REEL WOMEN: Independent Filmmaker, Grace Pisula

Reel Women

Editor’s Note: They are leaders. They are inspirational. They are mentors. They are visionaries. They are, quite frankly, badasses. They are our 2020 Reel Women During Women’s History Month, you will be able to meet these incredible personalities in Advertising, Entertainment, Media and Production. Get ready.

Grace is a Polish-American filmmaker native to the Northwest Side of Chicago. For nearly a decade Grace was a freelance one-woman arthouse working as a photographer, graphic designer, cinematographer/director, animator, and editor.

She finished the Interactive Media program at Bradley University with Applied Excellence, as well as programs at Minneapolis College of Art and Design and The University of Texas in Los Angeles.

In 2018 Grace founded her production company Gold Point Studio.

Grace believes in fostering creativity in others, and even more so she believes in the creative process as a vehicle for innovation in business and community. Grace is an active member in the entertainment industry. She is the Technical Director and sits on the board of Women of The Now, Chicago’s nonprofit womxn filmmaking collective.

Reel Women

She is currently on the Advisory Board for the TV and Broadcast Department at the Hammond Area Career Center. Grace was named Midwest Female Filmmaker in 2019.

What did you originally want to be when you grow up?
I was told that when I was younger I either wanted to open a candy store or be a veterinarian because I’ve always loved animals and have been entrepreneurial.

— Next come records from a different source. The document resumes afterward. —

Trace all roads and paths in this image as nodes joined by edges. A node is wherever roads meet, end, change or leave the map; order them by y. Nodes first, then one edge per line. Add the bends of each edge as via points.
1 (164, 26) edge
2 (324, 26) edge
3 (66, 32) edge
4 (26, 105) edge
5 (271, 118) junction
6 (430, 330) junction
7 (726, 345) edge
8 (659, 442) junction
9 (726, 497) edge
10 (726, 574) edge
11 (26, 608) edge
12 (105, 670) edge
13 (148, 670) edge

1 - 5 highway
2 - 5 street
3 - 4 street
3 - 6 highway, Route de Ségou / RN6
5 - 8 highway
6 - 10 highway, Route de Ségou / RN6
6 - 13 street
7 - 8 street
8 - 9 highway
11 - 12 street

How did you get into the film industry?
Wow. It’s true what they say: there’s not one way. I went to Bradley University and I was first studying photography. By the time I started at the university I’d been a photographer for 2 or 3 years and was working for a professional photographer.  So naturally I got a little bored with the curriculum. After just 4 months I switched majors to Interactive Media, and took on extra classes in Business Management as well.

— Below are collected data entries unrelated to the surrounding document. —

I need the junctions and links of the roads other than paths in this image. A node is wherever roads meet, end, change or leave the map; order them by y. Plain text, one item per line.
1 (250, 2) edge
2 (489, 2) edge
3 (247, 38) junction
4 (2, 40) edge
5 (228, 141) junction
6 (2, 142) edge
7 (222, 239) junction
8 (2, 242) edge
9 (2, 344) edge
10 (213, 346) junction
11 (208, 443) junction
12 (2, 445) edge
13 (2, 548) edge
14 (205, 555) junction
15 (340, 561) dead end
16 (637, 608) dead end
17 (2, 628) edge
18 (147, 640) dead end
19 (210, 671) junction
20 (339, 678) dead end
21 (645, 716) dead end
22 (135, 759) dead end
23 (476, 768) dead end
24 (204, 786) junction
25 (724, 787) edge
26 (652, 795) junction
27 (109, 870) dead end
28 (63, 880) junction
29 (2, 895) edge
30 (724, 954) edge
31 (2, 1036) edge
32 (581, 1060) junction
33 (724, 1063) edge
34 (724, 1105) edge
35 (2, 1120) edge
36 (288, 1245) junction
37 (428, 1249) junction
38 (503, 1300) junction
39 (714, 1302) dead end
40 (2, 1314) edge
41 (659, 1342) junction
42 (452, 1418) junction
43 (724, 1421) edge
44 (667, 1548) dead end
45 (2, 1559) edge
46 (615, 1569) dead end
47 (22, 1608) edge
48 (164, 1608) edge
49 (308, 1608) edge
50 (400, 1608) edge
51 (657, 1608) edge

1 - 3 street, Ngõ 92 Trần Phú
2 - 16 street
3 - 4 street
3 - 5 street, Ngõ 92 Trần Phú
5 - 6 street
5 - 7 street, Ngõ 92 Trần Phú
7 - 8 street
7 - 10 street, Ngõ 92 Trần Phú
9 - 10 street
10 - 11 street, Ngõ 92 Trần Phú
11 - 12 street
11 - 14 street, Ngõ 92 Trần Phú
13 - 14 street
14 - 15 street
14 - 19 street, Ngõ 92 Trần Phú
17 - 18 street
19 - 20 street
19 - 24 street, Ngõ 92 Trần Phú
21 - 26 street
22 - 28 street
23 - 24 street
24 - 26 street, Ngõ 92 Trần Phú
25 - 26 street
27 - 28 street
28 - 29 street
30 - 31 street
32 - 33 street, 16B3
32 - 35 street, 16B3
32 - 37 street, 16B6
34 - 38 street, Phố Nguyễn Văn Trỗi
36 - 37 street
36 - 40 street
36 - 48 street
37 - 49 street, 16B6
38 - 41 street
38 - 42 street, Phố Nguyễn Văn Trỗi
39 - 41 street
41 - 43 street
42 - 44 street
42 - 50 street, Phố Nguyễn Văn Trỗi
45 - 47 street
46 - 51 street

I learned design, coding, game design, entrepreneurship and creativity, and in my last year a new program came about that would allow five students from my school to go to LA with the University of Texas. I had already DP’d my first film and I was starting to behave like a real independent filmmaker. I applied, and I got in.

I studied Producing, Post-Production, and New Media from people working in the industry. I interned for Paramount Pictures, Dick Clark Productions, and The Institute. It was only four months, but the UTLA program revealed to me that a career in the film industry was not only viable, but that I was a natural in so many different ways. I think, if I had to choose the most pivotal moment/event that opened the door to my film career it would be that.

Who were your mentors?
I’m so lucky to have had the guidance of so many mentors throughout my career. I can’t possibly name them all, but I will try my best to give a shoutout to people who fundamentally shaped me as an artist and a leader. 

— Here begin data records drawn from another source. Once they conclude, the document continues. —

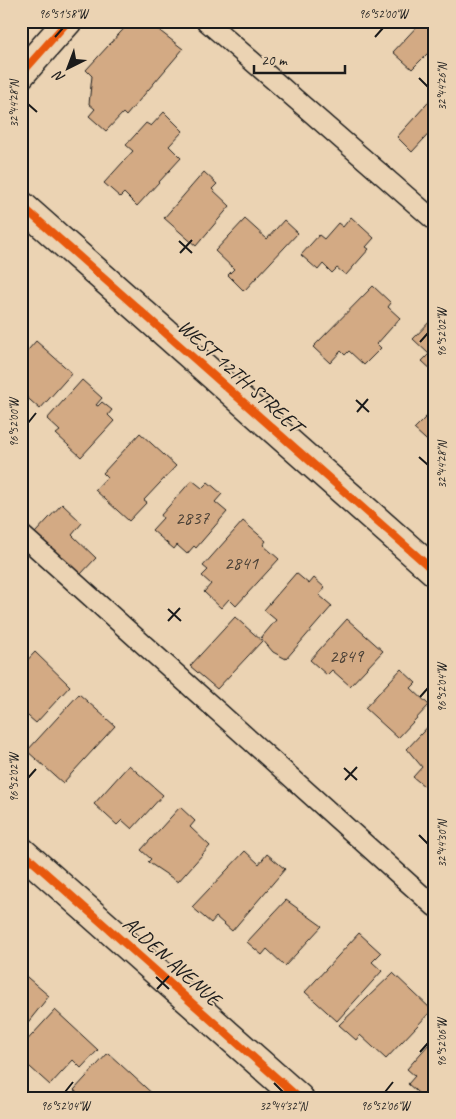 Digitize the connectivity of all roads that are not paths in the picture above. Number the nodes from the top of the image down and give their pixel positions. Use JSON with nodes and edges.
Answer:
{"nodes":[{"id":1,"x":68,"y":21,"type":"edge"},
{"id":2,"x":206,"y":21,"type":"edge"},
{"id":3,"x":21,"y":74,"type":"edge"},
{"id":4,"x":21,"y":205,"type":"edge"},
{"id":5,"x":435,"y":221,"type":"edge"},
{"id":6,"x":21,"y":534,"type":"edge"},
{"id":7,"x":435,"y":572,"type":"edge"},
{"id":8,"x":21,"y":851,"type":"edge"},
{"id":9,"x":435,"y":907,"type":"edge"},
{"id":10,"x":299,"y":1098,"type":"edge"}],
"edges":[{"from":1,"to":3,"type":"street"},
{"from":2,"to":5,"type":"lane"},
{"from":4,"to":7,"type":"street","name":"WEST 12TH STREET"},
{"from":6,"to":9,"type":"lane"},
{"from":8,"to":10,"type":"street","name":"ALDEN AVENUE"}]}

At 16 my first job was for an architectural landscape photographer named Robert Gigliotti and he taught me everything about photo editing. After my time working for him I was comfortable editing 2,000 images at a time. 

Monica McGill was my academic advisor and coding professor. She encouraged me to take control of my college career by selecting classes that would challenge me. She put me in positions of leadership in her classes. Her guidance helped me get to LA and for that I’m eternally grateful.

Edward Lamaroux was a professor of mine who wrote a number of books on New Media Theory and Intellectual Property Law. He taught me a great deal about philosophy of media and culture, and he took a personal interest in my success as a student. Today, as I lead my company to be innovative in media, I recall his studies everyday. I’ve since loaned his books to my colleagues and am able to pass on this valuable information. I do hope I get those books back though…

David Trillizio is the Director of Freshman Orientation at Bradley University. I worked for him one summer editing a new video for each of the 13 freshman orientation sessions. Under his leadership I pushed myself to turn around video edits in ridiculous speed (one in every 3 days I believe). It took me two years to get that job but it was worth it. I had never worked so hard as I did for him and I think my success in handling that project had a lot to do with his belief in my ability. He made it so I could show myself how much I’m really capable of doing.

Marlena Asher, former president of the Northwest Arts Connection. She’s been extremely formative in my leadership development and taught me how to be a champion of my vision and the vision of the organization, which works to uplift the voices of artists from the Northwest side. She put me in touch with community and government leaders, and that made me a bit nervous at first, but she also helped me learn how to handle those situations.

What is your greatest achievement?
To date I think Golden Voices, a short film I produced to compete in the Indiana Film Race, has been my greatest success. I was also the DP, Editor, and FX Animator. Golden Voices won Best Picture, Best Actor, Best Cinematography, and Best Director. We took home the grand prize of $10,000 which helped me grow Gold Point Studio (still in its first year at the time) and later we learned the film would premiere at the Academy Award qualifying festival INDY SHORTS. I had not attended any festivals or had a film in a festival before this so it was an experience I greatly valued. Golden Voices is still making its rounds in the film festival circuit.

What is your biggest disappointment?
Ooof. My friends will laugh with me on this one because it was so long ago. Not film related either. I was camping in the Rockies in 2013 and on the way home, as we drove through Denver, we heard K.Flay was in town. She wasn’t famous yet but we absolutely loved her music. We bought her merch and a CD and asked her to sign them. Removing the cap from her sharpie, she asked me if I smoked. I said something like “Oh yeah I just came from a camping trip and I smell like a bonfire” and then I walked away. Looking back, I feel that I missed out on having a really cool sesh with a really cool female artist, and I’m pretty sure she’s from Chicago, too. It’s such a shame.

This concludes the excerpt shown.